→ **ASSIGNED TASK**
Look for the word "Number" in the entries below, then copy every line that has it.
***** RECORDED DATA *****
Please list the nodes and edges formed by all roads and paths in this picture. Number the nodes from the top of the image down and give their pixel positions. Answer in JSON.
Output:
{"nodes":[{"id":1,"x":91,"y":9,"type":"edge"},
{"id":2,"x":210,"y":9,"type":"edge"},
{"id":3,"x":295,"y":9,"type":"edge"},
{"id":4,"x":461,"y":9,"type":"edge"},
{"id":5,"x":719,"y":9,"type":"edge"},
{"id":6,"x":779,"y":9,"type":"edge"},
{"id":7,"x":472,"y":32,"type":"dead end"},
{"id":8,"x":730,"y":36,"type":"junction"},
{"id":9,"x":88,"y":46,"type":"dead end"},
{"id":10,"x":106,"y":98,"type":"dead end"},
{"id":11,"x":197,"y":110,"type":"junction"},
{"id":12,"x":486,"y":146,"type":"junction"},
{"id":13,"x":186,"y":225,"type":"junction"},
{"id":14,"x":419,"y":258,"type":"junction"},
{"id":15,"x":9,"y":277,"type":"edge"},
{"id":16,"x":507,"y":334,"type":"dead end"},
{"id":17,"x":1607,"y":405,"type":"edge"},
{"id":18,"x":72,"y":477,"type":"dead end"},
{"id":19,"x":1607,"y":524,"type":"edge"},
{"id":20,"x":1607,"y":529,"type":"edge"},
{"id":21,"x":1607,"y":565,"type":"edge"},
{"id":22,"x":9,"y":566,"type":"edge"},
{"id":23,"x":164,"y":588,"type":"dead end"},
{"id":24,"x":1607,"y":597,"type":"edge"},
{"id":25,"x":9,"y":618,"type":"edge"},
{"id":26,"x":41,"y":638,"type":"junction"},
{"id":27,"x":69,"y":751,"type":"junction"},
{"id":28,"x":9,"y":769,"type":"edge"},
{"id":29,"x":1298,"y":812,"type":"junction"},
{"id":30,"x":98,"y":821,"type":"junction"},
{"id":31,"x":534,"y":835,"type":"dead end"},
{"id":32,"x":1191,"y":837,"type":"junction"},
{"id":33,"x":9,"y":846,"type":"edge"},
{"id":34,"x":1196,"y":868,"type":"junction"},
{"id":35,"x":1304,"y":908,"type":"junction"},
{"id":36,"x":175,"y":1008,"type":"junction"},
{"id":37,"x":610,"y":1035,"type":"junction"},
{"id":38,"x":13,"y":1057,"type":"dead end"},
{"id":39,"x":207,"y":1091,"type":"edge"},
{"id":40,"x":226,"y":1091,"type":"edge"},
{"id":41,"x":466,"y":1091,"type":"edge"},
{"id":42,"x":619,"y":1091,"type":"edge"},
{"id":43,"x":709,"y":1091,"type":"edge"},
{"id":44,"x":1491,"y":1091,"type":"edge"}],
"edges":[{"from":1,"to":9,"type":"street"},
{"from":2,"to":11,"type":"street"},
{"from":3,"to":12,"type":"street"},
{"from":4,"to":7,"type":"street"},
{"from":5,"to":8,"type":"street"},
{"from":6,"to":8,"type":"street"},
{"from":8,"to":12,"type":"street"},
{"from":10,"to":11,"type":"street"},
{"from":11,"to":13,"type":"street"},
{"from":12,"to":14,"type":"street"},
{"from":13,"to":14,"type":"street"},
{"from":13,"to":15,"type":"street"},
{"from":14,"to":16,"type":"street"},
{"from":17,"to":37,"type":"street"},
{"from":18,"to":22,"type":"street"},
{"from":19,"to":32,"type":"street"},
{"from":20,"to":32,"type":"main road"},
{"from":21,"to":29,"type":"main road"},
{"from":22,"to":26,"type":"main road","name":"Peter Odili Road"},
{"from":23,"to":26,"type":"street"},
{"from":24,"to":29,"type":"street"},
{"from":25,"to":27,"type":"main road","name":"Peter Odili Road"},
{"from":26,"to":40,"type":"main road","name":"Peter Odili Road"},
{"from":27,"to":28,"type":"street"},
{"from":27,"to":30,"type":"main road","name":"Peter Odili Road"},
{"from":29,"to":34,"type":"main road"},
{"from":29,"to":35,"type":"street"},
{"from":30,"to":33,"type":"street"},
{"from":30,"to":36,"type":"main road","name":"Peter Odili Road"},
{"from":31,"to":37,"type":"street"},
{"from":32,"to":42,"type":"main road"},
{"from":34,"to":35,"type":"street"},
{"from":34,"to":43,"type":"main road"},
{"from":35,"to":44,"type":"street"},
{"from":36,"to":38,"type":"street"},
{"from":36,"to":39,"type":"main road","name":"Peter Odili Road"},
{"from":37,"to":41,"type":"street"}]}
*****
***** RECORDED DATA *****
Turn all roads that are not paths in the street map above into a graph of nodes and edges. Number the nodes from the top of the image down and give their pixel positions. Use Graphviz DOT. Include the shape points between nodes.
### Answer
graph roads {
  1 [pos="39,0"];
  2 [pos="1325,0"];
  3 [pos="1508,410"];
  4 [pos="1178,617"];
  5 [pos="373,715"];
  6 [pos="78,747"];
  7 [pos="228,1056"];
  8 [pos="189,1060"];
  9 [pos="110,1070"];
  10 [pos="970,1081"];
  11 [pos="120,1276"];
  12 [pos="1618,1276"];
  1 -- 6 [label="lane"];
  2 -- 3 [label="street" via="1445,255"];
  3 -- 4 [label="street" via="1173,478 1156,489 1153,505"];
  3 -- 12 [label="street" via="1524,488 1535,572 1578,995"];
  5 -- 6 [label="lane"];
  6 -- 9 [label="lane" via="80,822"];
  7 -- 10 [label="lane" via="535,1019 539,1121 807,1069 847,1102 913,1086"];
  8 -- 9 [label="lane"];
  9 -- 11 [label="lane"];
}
*****
→ **RESULT OF THIS TASK**
Please list the nodes and edges formed by all roads and paths in this picture. Number the nodes from the top of the image down and give their pixel positions. Answer in JSON.
Turn all roads that are not paths in the street map above into a graph of nodes and edges. Number the nodes from the top of the image down and give their pixel positions. Use Graphviz DOT. Include the shape points between nodes.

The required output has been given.